## Work task
With the exception of the pictures, write out the data below precisely.

## Data shown
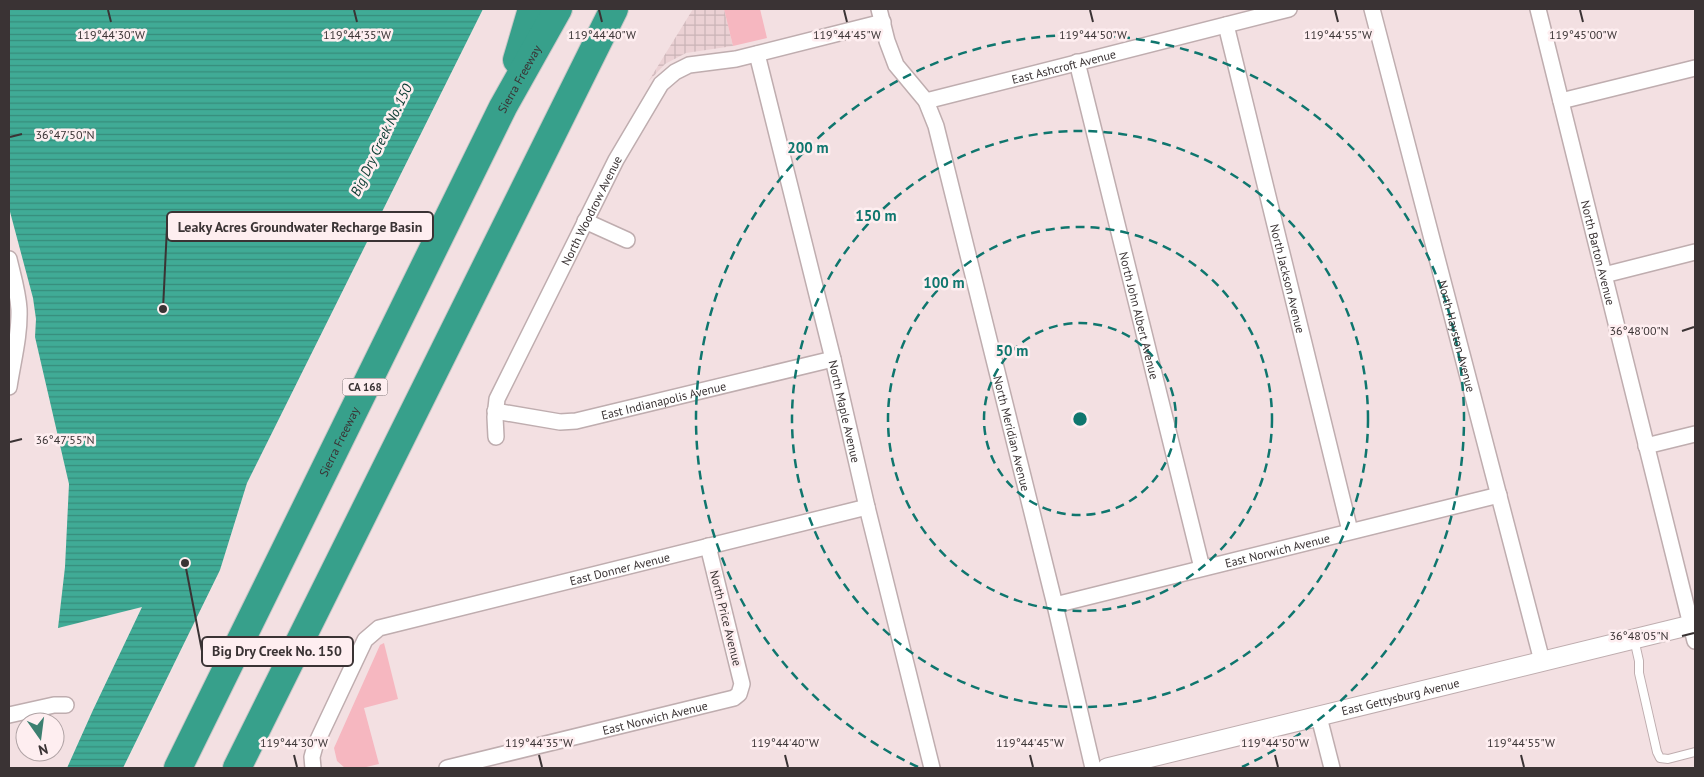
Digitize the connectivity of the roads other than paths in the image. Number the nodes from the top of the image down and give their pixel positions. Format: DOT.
graph roads {
  1 [pos="532,9"];
  2 [pos="558,9"];
  3 [pos="614,9"];
  4 [pos="632,9"];
  5 [pos="1289,9"];
  6 [pos="1372,9"];
  7 [pos="1538,9"];
  8 [pos="881,15"];
  9 [pos="1226,25"];
  10 [pos="757,54"];
  11 [pos="1077,62"];
  12 [pos="1695,68"];
  13 [pos="583,74"];
  14 [pos="926,101"];
  15 [pos="1561,101"];
  16 [pos="503,107"];
  17 [pos="586,221"];
  18 [pos="627,240"];
  19 [pos="1695,252"];
  20 [pos="9,259"];
  21 [pos="1604,275"];
  22 [pos="833,359"];
  23 [pos="9,387"];
  24 [pos="495,412"];
  25 [pos="1695,434"];
  26 [pos="496,437"];
  27 [pos="1646,446"];
  28 [pos="1499,496"];
  29 [pos="866,507"];
  30 [pos="1350,531"];
  31 [pos="708,546"];
  32 [pos="1202,568"];
  33 [pos="1055,605"];
  34 [pos="1694,630"];
  35 [pos="1634,639"];
  36 [pos="1542,662"];
  37 [pos="741,690"];
  38 [pos="66,705"];
  39 [pos="9,715"];
  40 [pos="1319,716"];
  41 [pos="1695,752"];
  42 [pos="178,768"];
  43 [pos="237,768"];
  44 [pos="313,768"];
  45 [pos="447,768"];
  46 [pos="932,768"];
  47 [pos="1093,768"];
  48 [pos="1106,768"];
  49 [pos="1332,768"];
  1 -- 16 [label="highway"];
  2 -- 16 [label="highway, Sierra Freeway / CA 168"];
  3 -- 13 [label="highway"];
  4 -- 13 [label="highway"];
  5 -- 9 [label="street, East Ashcroft Avenue"];
  6 -- 28 [label="street, North Hayston Avenue"];
  7 -- 15 [label="street, North Barton Avenue"];
  8 -- 10 [label="street, North Woodrow Avenue"];
  8 -- 14 [label="street, North Meridian Avenue"];
  9 -- 11 [label="street, East Ashcroft Avenue"];
  9 -- 30 [label="street, North Jackson Avenue"];
  10 -- 17 [label="street, North Woodrow Avenue"];
  10 -- 22 [label="street, North Maple Avenue"];
  11 -- 14 [label="street, East Ashcroft Avenue"];
  11 -- 32 [label="street, North John Albert Avenue"];
  12 -- 15 [label="street"];
  13 -- 43 [label="highway"];
  14 -- 33 [label="street, North Meridian Avenue"];
  15 -- 21 [label="street, North Barton Avenue"];
  16 -- 42 [label="highway, Sierra Freeway / CA 168"];
  17 -- 18 [label="street"];
  17 -- 24 [label="street, North Woodrow Avenue"];
  19 -- 21 [label="street"];
  20 -- 23 [label="street"];
  21 -- 27 [label="street, North Barton Avenue"];
  22 -- 24 [label="street, East Indianapolis Avenue"];
  22 -- 29 [label="street, North Maple Avenue"];
  24 -- 26 [label="street, North Woodrow Avenue"];
  25 -- 27 [label="street"];
  27 -- 34 [label="street, North Barton Avenue"];
  28 -- 30 [label="street, East Norwich Avenue"];
  28 -- 36 [label="street, North Hayston Avenue"];
  29 -- 31 [label="street, East Donner Avenue"];
  29 -- 46 [label="street, North Maple Avenue"];
  30 -- 32 [label="street, East Norwich Avenue"];
  31 -- 37 [label="street, North Price Avenue"];
  31 -- 44 [label="street, East Donner Avenue"];
  32 -- 33 [label="street, East Norwich Avenue"];
  33 -- 47 [label="street, North Meridian Avenue"];
  34 -- 35 [label="street, East Gettysburg Avenue"];
  35 -- 36 [label="street, East Gettysburg Avenue"];
  35 -- 41 [label="lane"];
  36 -- 40 [label="street, East Gettysburg Avenue"];
  37 -- 45 [label="street, East Norwich Avenue"];
  38 -- 39 [label="street"];
  40 -- 48 [label="street, East Gettysburg Avenue"];
  40 -- 49 [label="street"];
}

## Exercise solution
Digitize the connectivity of the roads other than paths in the image. Number the nodes from the top of the image down and give their pixel positions. Format: DOT.
graph roads {
  1 [pos="532,9"];
  2 [pos="558,9"];
  3 [pos="614,9"];
  4 [pos="632,9"];
  5 [pos="1289,9"];
  6 [pos="1372,9"];
  7 [pos="1538,9"];
  8 [pos="881,15"];
  9 [pos="1226,25"];
  10 [pos="757,54"];
  11 [pos="1077,62"];
  12 [pos="1695,68"];
  13 [pos="583,74"];
  14 [pos="926,101"];
  15 [pos="1561,101"];
  16 [pos="503,107"];
  17 [pos="586,221"];
  18 [pos="627,240"];
  19 [pos="1695,252"];
  20 [pos="9,259"];
  21 [pos="1604,275"];
  22 [pos="833,359"];
  23 [pos="9,387"];
  24 [pos="495,412"];
  25 [pos="1695,434"];
  26 [pos="496,437"];
  27 [pos="1646,446"];
  28 [pos="1499,496"];
  29 [pos="866,507"];
  30 [pos="1350,531"];
  31 [pos="708,546"];
  32 [pos="1202,568"];
  33 [pos="1055,605"];
  34 [pos="1694,630"];
  35 [pos="1634,639"];
  36 [pos="1542,662"];
  37 [pos="741,690"];
  38 [pos="66,705"];
  39 [pos="9,715"];
  40 [pos="1319,716"];
  41 [pos="1695,752"];
  42 [pos="178,768"];
  43 [pos="237,768"];
  44 [pos="313,768"];
  45 [pos="447,768"];
  46 [pos="932,768"];
  47 [pos="1093,768"];
  48 [pos="1106,768"];
  49 [pos="1332,768"];
  1 -- 16 [label="highway"];
  2 -- 16 [label="highway, Sierra Freeway / CA 168"];
  3 -- 13 [label="highway"];
  4 -- 13 [label="highway"];
  5 -- 9 [label="street, East Ashcroft Avenue"];
  6 -- 28 [label="street, North Hayston Avenue"];
  7 -- 15 [label="street, North Barton Avenue"];
  8 -- 10 [label="street, North Woodrow Avenue"];
  8 -- 14 [label="street, North Meridian Avenue"];
  9 -- 11 [label="street, East Ashcroft Avenue"];
  9 -- 30 [label="street, North Jackson Avenue"];
  10 -- 17 [label="street, North Woodrow Avenue"];
  10 -- 22 [label="street, North Maple Avenue"];
  11 -- 14 [label="street, East Ashcroft Avenue"];
  11 -- 32 [label="street, North John Albert Avenue"];
  12 -- 15 [label="street"];
  13 -- 43 [label="highway"];
  14 -- 33 [label="street, North Meridian Avenue"];
  15 -- 21 [label="street, North Barton Avenue"];
  16 -- 42 [label="highway, Sierra Freeway / CA 168"];
  17 -- 18 [label="street"];
  17 -- 24 [label="street, North Woodrow Avenue"];
  19 -- 21 [label="street"];
  20 -- 23 [label="street"];
  21 -- 27 [label="street, North Barton Avenue"];
  22 -- 24 [label="street, East Indianapolis Avenue"];
  22 -- 29 [label="street, North Maple Avenue"];
  24 -- 26 [label="street, North Woodrow Avenue"];
  25 -- 27 [label="street"];
  27 -- 34 [label="street, North Barton Avenue"];
  28 -- 30 [label="street, East Norwich Avenue"];
  28 -- 36 [label="street, North Hayston Avenue"];
  29 -- 31 [label="street, East Donner Avenue"];
  29 -- 46 [label="street, North Maple Avenue"];
  30 -- 32 [label="street, East Norwich Avenue"];
  31 -- 37 [label="street, North Price Avenue"];
  31 -- 44 [label="street, East Donner Avenue"];
  32 -- 33 [label="street, East Norwich Avenue"];
  33 -- 47 [label="street, North Meridian Avenue"];
  34 -- 35 [label="street, East Gettysburg Avenue"];
  35 -- 36 [label="street, East Gettysburg Avenue"];
  35 -- 41 [label="lane"];
  36 -- 40 [label="street, East Gettysburg Avenue"];
  37 -- 45 [label="street, East Norwich Avenue"];
  38 -- 39 [label="street"];
  40 -- 48 [label="street, East Gettysburg Avenue"];
  40 -- 49 [label="street"];
}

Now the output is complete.